Elizabeth Warren, Massachusetts senator
Elizabeth Warren has offered, bit by bit, the most sweeping array of policy proposals, including universal child-care, student debt relief, opioid addiction relief, abortion rights protections and more. Her campaign mantra is, “I’ve got a plan for that!” The former Harvard law professor has steadily gained momentum in well-received town halls and candidate forums, fending off skeptics who question her electability. A self-proclaimed capitalist, she calls for stricter market regulation and is known for her sharp criticism of big banks.

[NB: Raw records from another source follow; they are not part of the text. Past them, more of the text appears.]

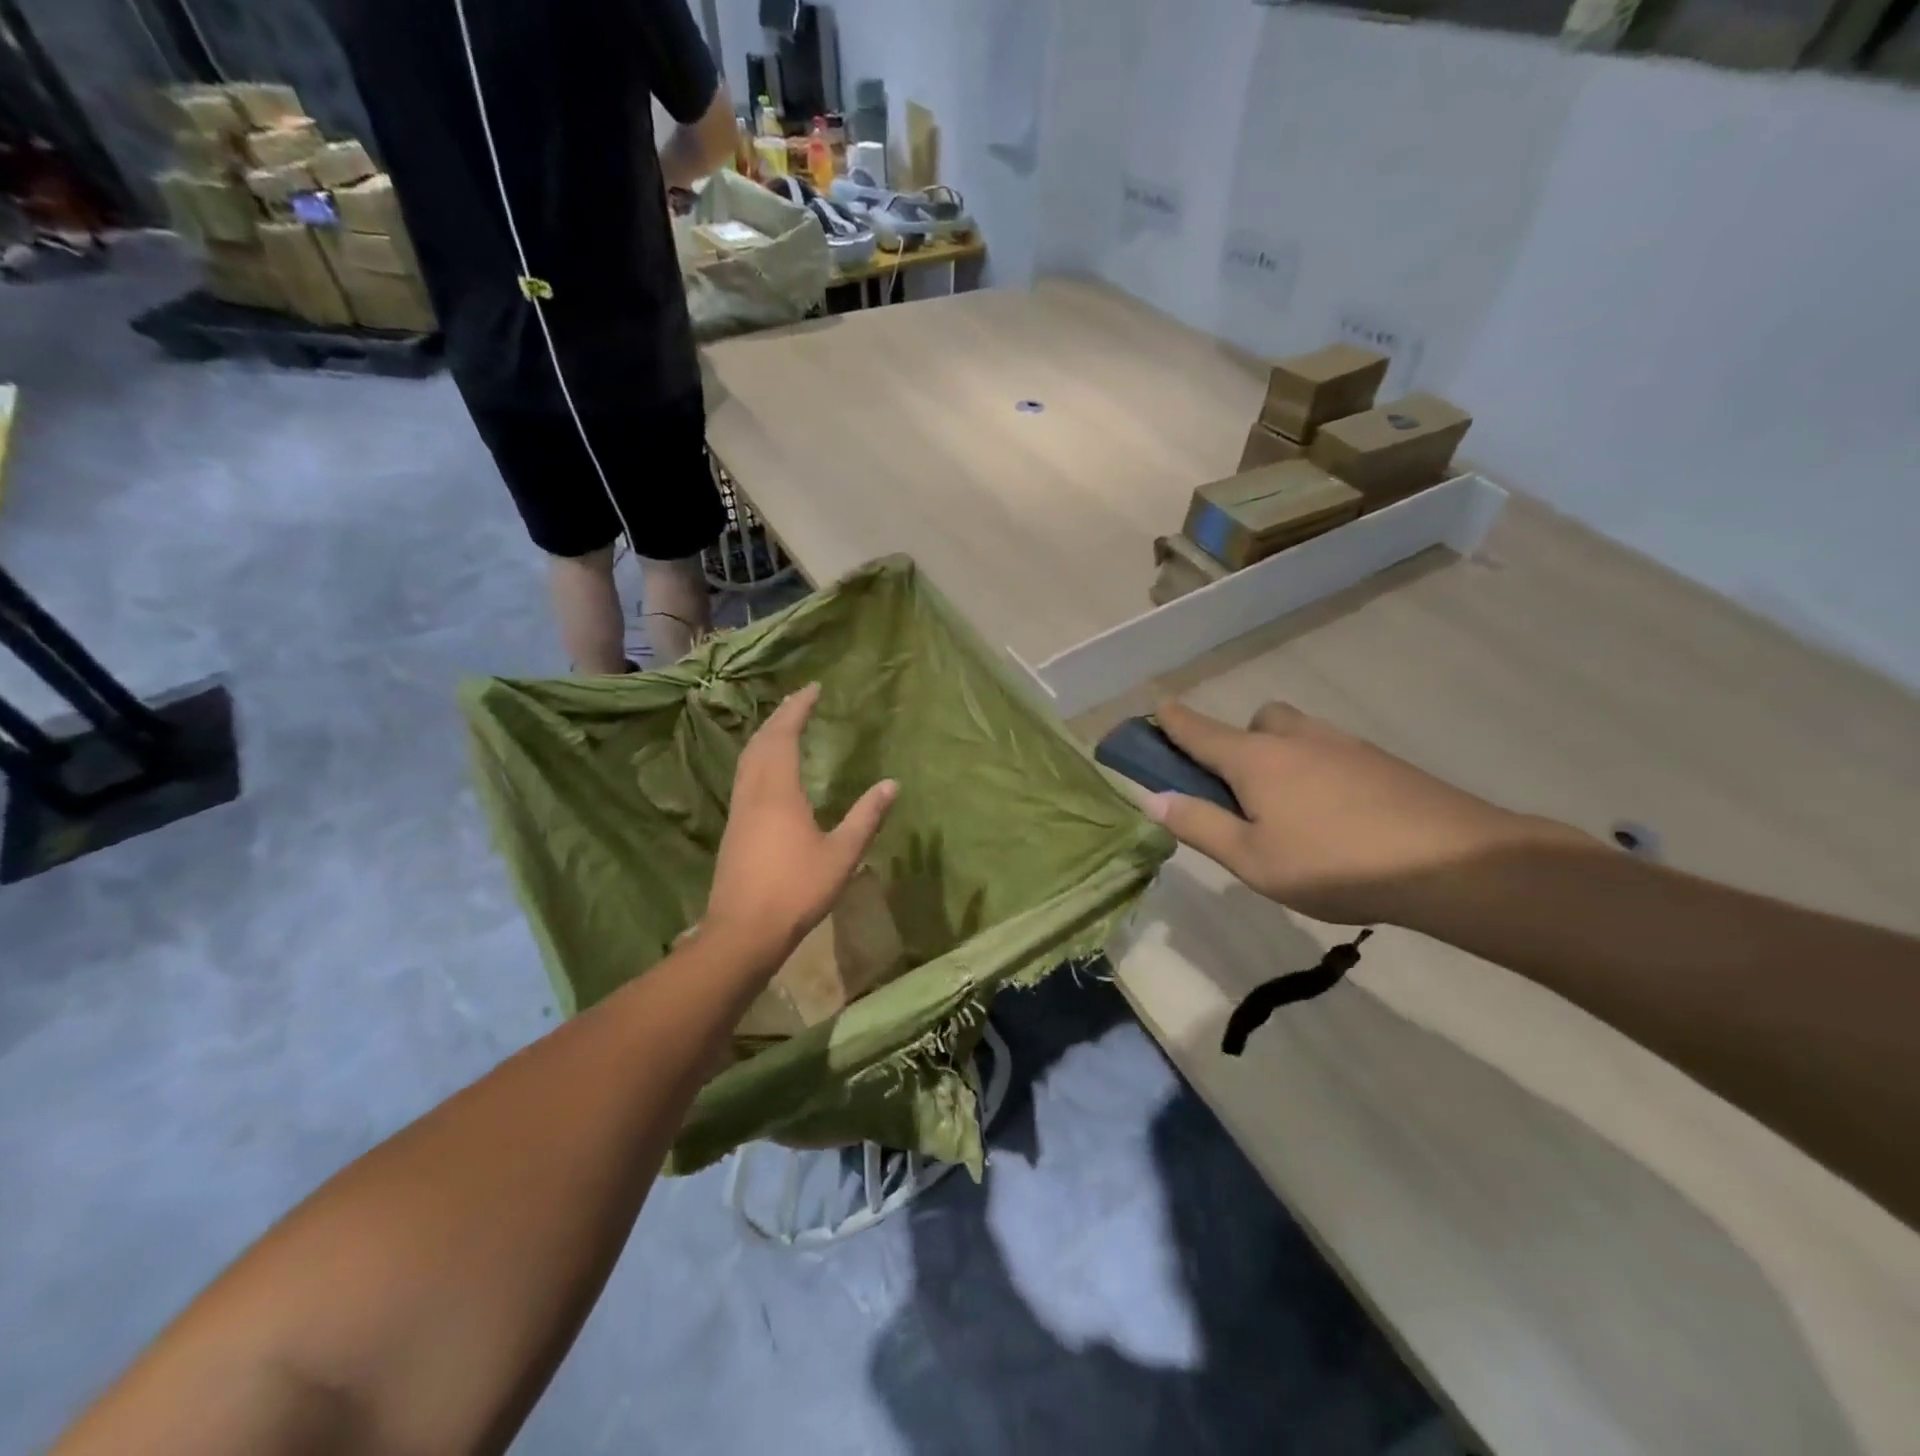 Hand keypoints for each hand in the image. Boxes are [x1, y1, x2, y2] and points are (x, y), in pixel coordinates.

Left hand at [703, 683, 896, 967]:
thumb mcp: (842, 854)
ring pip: (748, 759)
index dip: (798, 709)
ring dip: (765, 736)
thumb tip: (892, 784)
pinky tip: (768, 771)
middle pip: (761, 742)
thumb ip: (866, 817)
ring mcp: (739, 810)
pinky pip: (744, 776)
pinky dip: (758, 758)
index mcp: (779, 791)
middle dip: (779, 716)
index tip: (813, 688)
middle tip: (800, 700)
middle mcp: (754, 792)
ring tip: (783, 725)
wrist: (743, 931)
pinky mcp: (734, 828)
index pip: (785, 735)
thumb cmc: (796, 889)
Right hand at [1145, 700, 1565, 926]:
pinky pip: (1332, 754)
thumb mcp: (1251, 859)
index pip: (1198, 730)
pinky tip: (1336, 818)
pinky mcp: (1382, 762)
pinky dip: (1318, 772)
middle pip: (1255, 722)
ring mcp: (1344, 745)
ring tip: (1291, 813)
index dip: (1171, 721)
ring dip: (1280, 756)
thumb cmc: (1334, 863)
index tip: (1155, 712)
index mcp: (1255, 758)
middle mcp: (1296, 738)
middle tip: (1242, 792)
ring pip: (1297, 735)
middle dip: (1237, 742)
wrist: (1452, 862)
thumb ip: (1199, 825)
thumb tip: (1153, 798)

Marianne Williamson, author
Marianne Williamson, the author of “Tears to Triumph: The Spiritual Journey from Suffering to Enlightenment,” ran unsuccessfully for a U.S. House seat representing the California coast from Malibu to Palos Verdes in 2014. Now the self-help writer says her presidential campaign offers Americans a “genuine pattern disruption,” not just the “same-old, same-old politics.” Williamson apologized last week for calling mandated vaccinations “draconian” and “Orwellian” at an event in New Hampshire.
Andrew Yang, businessman
Former tech executive Andrew Yang has a small but enthusiastic following. His loyalists, known as the “YangGang,” were out in full force at a recent gathering of Democratic candidates in South Carolina. His signature proposal would provide a universal basic income for every American. He hardly registers in the polls, yet after an appearance on stand-up comedian Joe Rogan’s podcast, Yang quickly racked up the needed donations to qualify for the first debate. One of his big concerns is job losses prompted by automation.